### RECORDS
%%

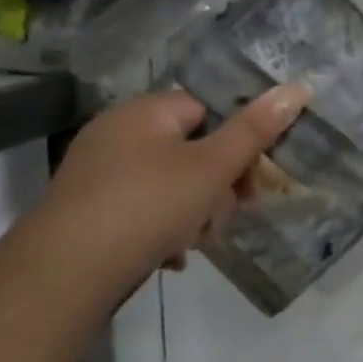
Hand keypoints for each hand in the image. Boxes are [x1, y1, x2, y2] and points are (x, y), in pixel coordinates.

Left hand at [11, 84, 310, 305]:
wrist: (63, 274)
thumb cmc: (148, 206)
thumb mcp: (213, 167)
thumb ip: (255, 129)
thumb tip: (299, 86)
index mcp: (145, 111)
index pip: (208, 109)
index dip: (237, 142)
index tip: (252, 179)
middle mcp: (117, 133)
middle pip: (191, 150)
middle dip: (217, 186)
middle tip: (224, 216)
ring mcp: (98, 173)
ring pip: (170, 185)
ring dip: (193, 213)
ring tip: (193, 242)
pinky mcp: (87, 210)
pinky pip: (142, 209)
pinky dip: (162, 229)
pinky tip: (169, 258)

%%

### WORK ITEM
What is wanted is a copy of every line in the listing that includes the word "pinky".

### TASK SOLUTION
pinky mcp: (87, 210)
pinky pip: (142, 209)
pinky dip: (162, 229)
pinky tip: (169, 258)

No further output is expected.